21日に行われた首脳会談は、トランプ氏が1月に就任して以来、急速に悪化した二国間関係の修復を目的としていた。
大学生のニコール・ムベレさんはAFPの取材に対し、「不満だ」「彼(トランプ氏)は、私たちが土地のため、あるいは土地を取り戻したいという理由で、白人や白人農民を殺したがっているかのように見せかけた」と述べた。
会談中に放映された動画には、極左野党のジュリアス・マレマ党首が、反アパルトヘイト闘争で使われた「ボーア人を殺せ、農民を殺せ」を歌っている場面が映っていた。アパルトヘイトは多数派の黒人から政治的・経済的権利を剥奪する残忍な人種隔離政策で、1994年に廃止された。

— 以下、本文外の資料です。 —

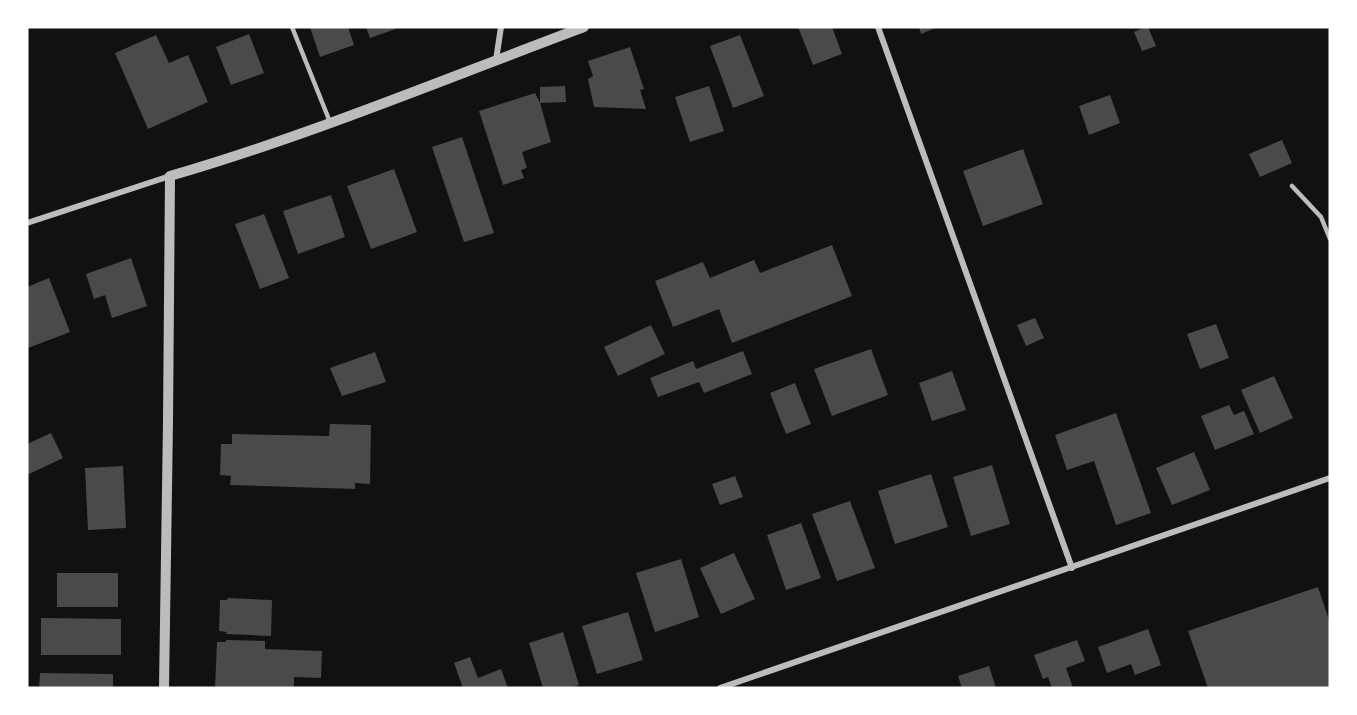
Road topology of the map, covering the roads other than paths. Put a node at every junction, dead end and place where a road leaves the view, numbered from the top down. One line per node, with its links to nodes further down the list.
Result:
1 (292, 27): 6 (lane)
2 (501, 27): 5 (street)
3 (584, 27): 5 (street)
4 (878, 27): 12 (street)
5 (496, 61): 6 (street)
6 (330, 122): 7 (street)
7 (170, 176): 9 (street); 13 (street)
8 (1292, 186): 10 (lane)
9 (27, 223)
10 (1330, 239)
11 (1330, 478): 12 (street)
12 (1072, 568): 14 (street)
13 (164, 688)
14 (720, 688)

トランプ氏はさらに、南ア政府が少数派のアフリカーナー(オランダ系を中心とする南ア生まれの白人)から土地を収用しているという根拠のない主張を繰り返した。アフリカーナーは、商業農地の4分の3以上を所有している。
販売員のナレディ・モーワレさん(25)は、「ドナルド・トランプ氏は南アで何が起きているかについて、事実を知らない」「わが国について虚偽の告発をしている」と批判。
「私たちは皆、あらゆる種類、あらゆるレベルの犯罪に直面している。黒人も白人もだ」と付け加えた。
南ア国民はテレビで生中継された首脳会談を見守った。その多くは南ア代表団の働きぶりに満足したようだ。
ラマポーザ氏はトランプ氏の根拠のない「白人ジェノサイド」の主張をもっと強く否定できたはずだという意見がある一方で、南アの高い犯罪率に最も苦しんでいるのは黒人だという冷静な反論を評価する声もあった。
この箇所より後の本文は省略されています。